Tests and diagnosisBy Mayo Clinic staff
Doctors usually diagnose seborrheic dermatitis by taking a thorough medical history, listening carefully to what you say about your symptoms and examining the skin areas that are troubling you.
Steps to diagnosis include:
- Medical history. Your doctor will ask about your symptoms, all the prescription and over-the-counter medications you're taking, and your other health conditions.
- Physical examination. Your doctor will examine your scalp and areas of your face or body where you have symptoms.
- Skin biopsy. Your doctor may scrape cells off your skin and examine them under a microscope or take a skin sample (biopsy) for detailed analysis in a laboratory. These tests may help confirm your diagnosis by ruling out other skin conditions.
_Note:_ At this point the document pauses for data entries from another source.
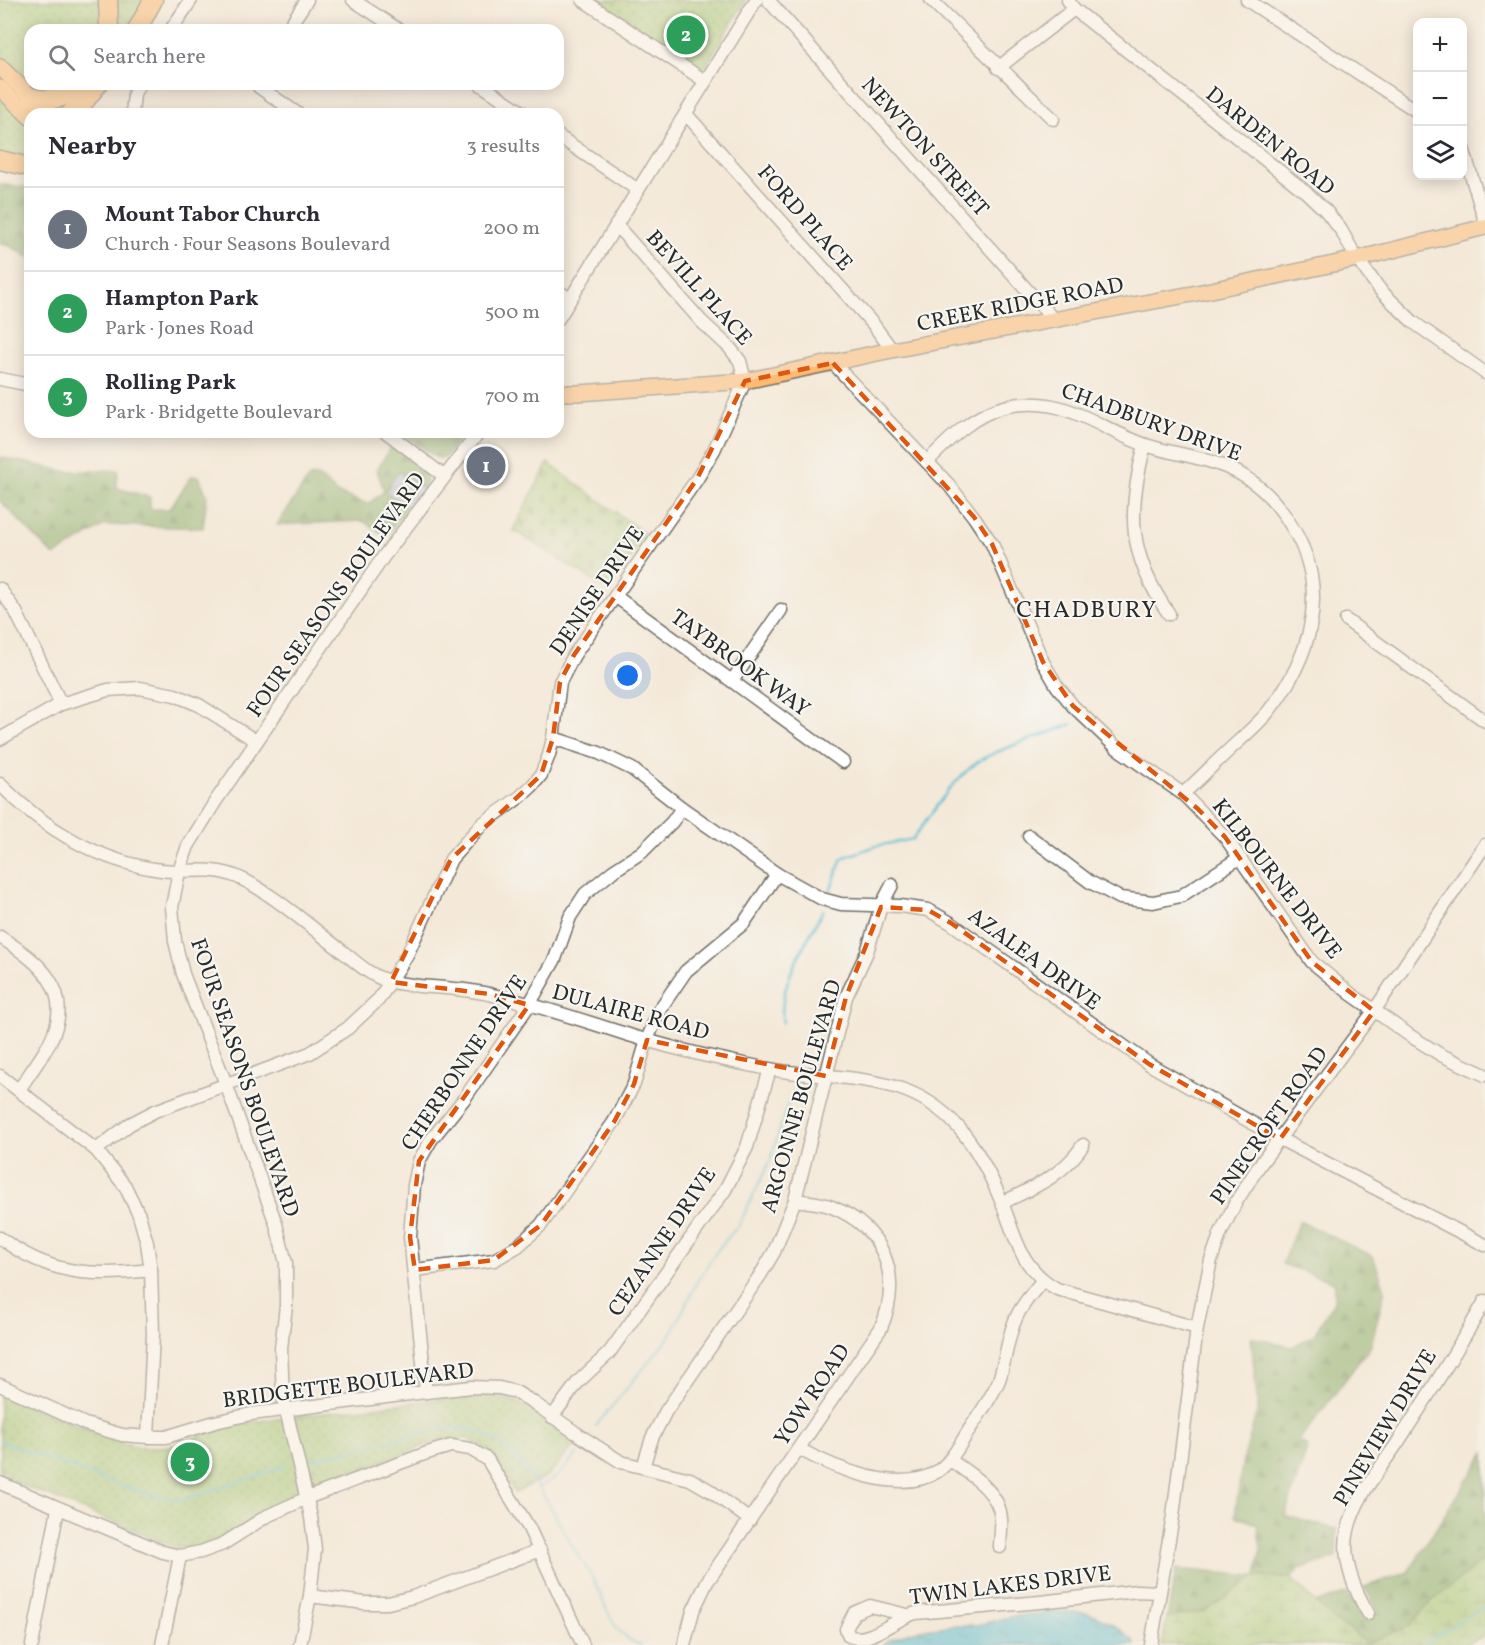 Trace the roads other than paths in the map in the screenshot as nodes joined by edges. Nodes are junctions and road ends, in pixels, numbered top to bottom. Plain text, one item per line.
1 (108, 0) edge
2 (153, 0) edge
3 (191, 0) edge
4 (307, 0) edge
5 (353, 0) edge
6 (583, 0) edge
7 (756, 0) edge
8 (768, 0) edge
9 (931, 0) edge
10 (1247, 0) edge
11 (1071, 4) edge
12 (110, 24) edge
13 (140, 24) edge
14 (175, 24) edge
15 (291, 24) edge
16 (390, 24) edge
17 (0, 67) edge
18 (998, 68) junction
19 (705, 81) junction
20 (0, 88) edge
21 (77, 90) edge
22 (93, 90) edge
23 (136, 90) edge
24 (264, 90) edge
25 (489, 90) edge
26 (31, 97) junction
27 (43, 108) edge
28 (77, 108) edge
29 (132, 108) edge
30 (290, 108) edge
31 (516, 108) edge
32 (1413, 109) edge
33 (24, 111) edge
34 (686, 114) junction
35 (1053, 119) dead end
36 (564, 140) edge
37 (0, 159) edge
38 (1467, 162) edge
39 (24, 165) edge
40 (638, 190) junction
41 (1485, 221) edge
42 (616, 225) junction
43 (1485, 227) edge
44 (1357, 259) junction
45 (564, 295) edge
46 (570, 299) junction
47 (564, 309) edge
48 (1054, 320) junction
49 (892, 350) junction
50 (833, 363) junction
51 (1485, 373) edge
52 (0, 379) edge
53 (745, 381) junction
54 (24, 384) edge
55 (564, 393) edge
56 (394, 438) edge
57 (474, 438) edge
58 (1145, 445) junction
59 (927, 462) junction
60 (444, 476) junction
61 (0, 589) edge
62 (615, 596) junction
63 (781, 610) dead end
64 (1168, 614) dead end
65 (1346, 620) dead end
66 (732, 681) junction
67 (61, 704) junction
68 (1485, 721) edge
69 (553, 738) junction
70 (0, 739) edge
71 (256, 741) junction
72 (843, 762) dead end
73 (0, 784) edge
74 (1183, 794) junction
75 (682, 808) junction
76 (1029, 837) dead end
77 (1485, 845) edge
78 (1239, 858) junction
79 (179, 871) junction
80 (777, 874) junction
81 (892, 885) dead end
82 (882, 906) junction
83 (0, 937) edge
84 (391, 982) junction
85 (529, 1005) junction
86 (1374, 1011) junction
87 (647, 1040) junction
88 (771, 1069) junction
89 (1485, 1075) edge
90 (0, 1076) edge
91 (826, 1076) junction
92 (226, 1083) junction
93 (19, 1090) junction
94 (1280, 1140) junction
95 (1083, 1145) dead end
96 (96, 1150) junction
97 (795, 1200) junction
98 (1002, 1203) junction
99 (0, 1238) edge
100 (1485, 1245) edge
101 (151, 1270) junction
102 (414, 1270) junction
103 (1042, 1281) junction
104 (1485, 1301) edge
105 (1197, 1328) junction
106 (0, 1385) edge
107 (426, 1392) junction
108 (285, 1410) junction
109 (552, 1417) junction
110 (148, 1437) junction
111 (799, 1449) junction
112 (950, 1460) junction
113 (643, 1467) junction
114 (0, 1483) edge
115 (307, 1498) junction
116 (58, 1509) junction
117 (750, 1520) junction
118 (1000, 1547) dead end
119 (540, 1550) junction
120 (180, 1556) junction
121 (1159, 1592) junction
122 (310, 1596) junction
123 (1368, 1613) dead end
124 (907, 1615) junction
125 (32, 1645) edge
126 (162, 1645) edge
127 (300, 1645) edge
128 (584, 1645) edge
129 (684, 1645) edge
130 (1151, 1645) edge

1 - 12 highway
2 - 13 highway
3 - 14 street
4 - 15 street
5 - 16 street
6 - 19 street
7 - 19 street
8 - 48 street, NEWTON STREET
9 - 18 street
10 - 32 street
11 - 18 street
11 - 44 street, DARDEN ROAD
17 - 26 main road
18 - 35 street
19 - 34 street
20 - 33 main road
21 - 26 highway
22 - 28 highway
23 - 29 street
24 - 30 street
25 - 31 street
26 - 27 main road
34 - 40 street
34 - 49 street, FORD PLACE
36 - 40 street
37 - 39 highway
38 - 41 street
40 - 42 street
42 - 46 street
42 - 53 street, BEVILL PLACE
43 - 44 main road, CREEK RIDGE ROAD
44 - 48 main road, CREEK RIDGE ROAD
44 - 51 street, DARDEN ROAD
45 - 46 street
46 - 47 street
48 - 49 main road, CREEK RIDGE ROAD
49 - 50 main road, CREEK RIDGE ROAD
50 - 53 main road, CREEK RIDGE ROAD
50 - 59 street, KILBOURNE DRIVE
52 - 54 street
53 - 55 main road, CREEK RIDGE ROAD
53 - 62 street, DENISE DRIVE
56 - 60 street
57 - 60 street, FOUR SEASONS BOULEVARD
58 - 59 street, CHADBURY DRIVE
58 - 64 street
58 - 74 street, CHADBURY DRIVE
59 - 74 street, KILBOURNE DRIVE
60 - 71 street, FOUR SEASONS BOULEVARD
61 - 67 street
62 - 66 street, TAYBROOK WAY
62 - 69 street, DENISE DRIVE
63 - 66 street
65 - 68 street
66 - 72 street, TAYBROOK WAY
67 - 70 street
67 - 71 street
69 - 75 street, AZALEA DRIVE
69 - 84 street, DENISE DRIVE
71 - 79 street, FOUR SEASONS BOULEVARD
73 - 79 street, DULAIRE ROAD
74 - 78 street, KILBOURNE DRIVE
75 - 80 street, AZALEA DRIVE
75 - 85 street, CHERBONNE DRIVE
76 - 78 street
77 - 86 street, PINECROFT ROAD
78 - 86 street, KILBOURNE DRIVE
79 - 84 street, DULAIRE ROAD
79 - 92 street, FOUR SEASONS BOULEVARD
80 - 82 street, AZALEA DRIVE
80 - 87 street
81 - 82 street, ARGONNE BOULEVARD
82 - 91 street, ARGONNE BOULEVARD
82 - 94 street, AZALEA DRIVE
83 - 93 street
84 - 85 street, DULAIRE ROAD
84 - 92 street, DENISE DRIVE
85 - 87 street, DULAIRE ROAD
85 - 102 street, CHERBONNE DRIVE
86 - 89 street, KILBOURNE DRIVE
86 - 94 street, PINECROFT ROAD
87 - 88 street, DULAIRE ROAD
87 - 102 street
88 - 91 street, DULAIRE ROAD
88 - 109 street, CEZANNE DRIVE
90 - 93 street
91 - 97 street, ARGONNE BOULEVARD
91 - 98 street, DULAIRE ROAD
92 - 96 street, DENISE DRIVE
92 - 108 street, FOUR SEASONS BOULEVARD
93 - 96 street
94 - 100 street, AZALEA DRIVE
94 - 105 street, PINECROFT ROAD
95 - 98 street
96 - 101 street
97 - 111 street, YOW ROAD
97 - 113 street, ARGONNE BOULEVARD
98 - 103 street, DULAIRE ROAD
99 - 101 street
101 - 110 street
102 - 107 street, CHERBONNE DRIVE
103 - 105 street, DULAIRE ROAD
103 - 112 street
104 - 123 street, PINEVIEW DRIVE
105 - 121 street, PINECROFT ROAD
106 - 110 street, BRIDGETTE BOULEVARD
107 - 108 street, BRIDGETTE BOULEVARD
107 - 109 street, BRIDGETTE BOULEVARD
108 - 110 street, BRIDGETTE BOULEVARD
108 - 115 street, FOUR SEASONS BOULEVARD
109 - 113 street, BRIDGETTE BOULEVARD
111 - 112 street
111 - 117 street, YOW ROAD
112 - 118 street
113 - 117 street, BRIDGETTE BOULEVARD
114 - 116 street
115 - 119 street
115 - 120 street
115 - 122 street, FOUR SEASONS BOULEVARD
116 - 120 street
116 - 125 street
117 - 129 street, YOW ROAD
119 - 122 street
119 - 128 street
120 - 126 street
121 - 124 street, TWIN LAKES DRIVE
121 - 130 street, PINECROFT ROAD
122 - 127 street, FOUR SEASONS BOULEVARD
124 - 124 street, TWIN LAKES DRIVE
Conditions with some symptoms similar to seborrheic dermatitis include:
- Psoriasis. This disorder also causes red skin covered with flakes and scales. The flakes tend to look more silvery and usually extend beyond the hairline of your scalp. Patches can range from a few spots of scaling to major eruptions that cover large areas of the body. The parts of your body affected may differ from the typical pattern of seborrheic dermatitis. Like seborrheic dermatitis, psoriasis can cause dandruff.
- Atopic dermatitis (eczema). This skin reaction causes itchy, inflamed skin. It often occurs in the folds of the elbows, on the backs of the knees or on the front of the neck. It tends to flare periodically and then subside for a time, even up to several years.
- Ringworm of the scalp (tinea capitis). This fungal infection is most common in toddlers and school-age children. It causes red, itchy, bald-looking patches on the scalp.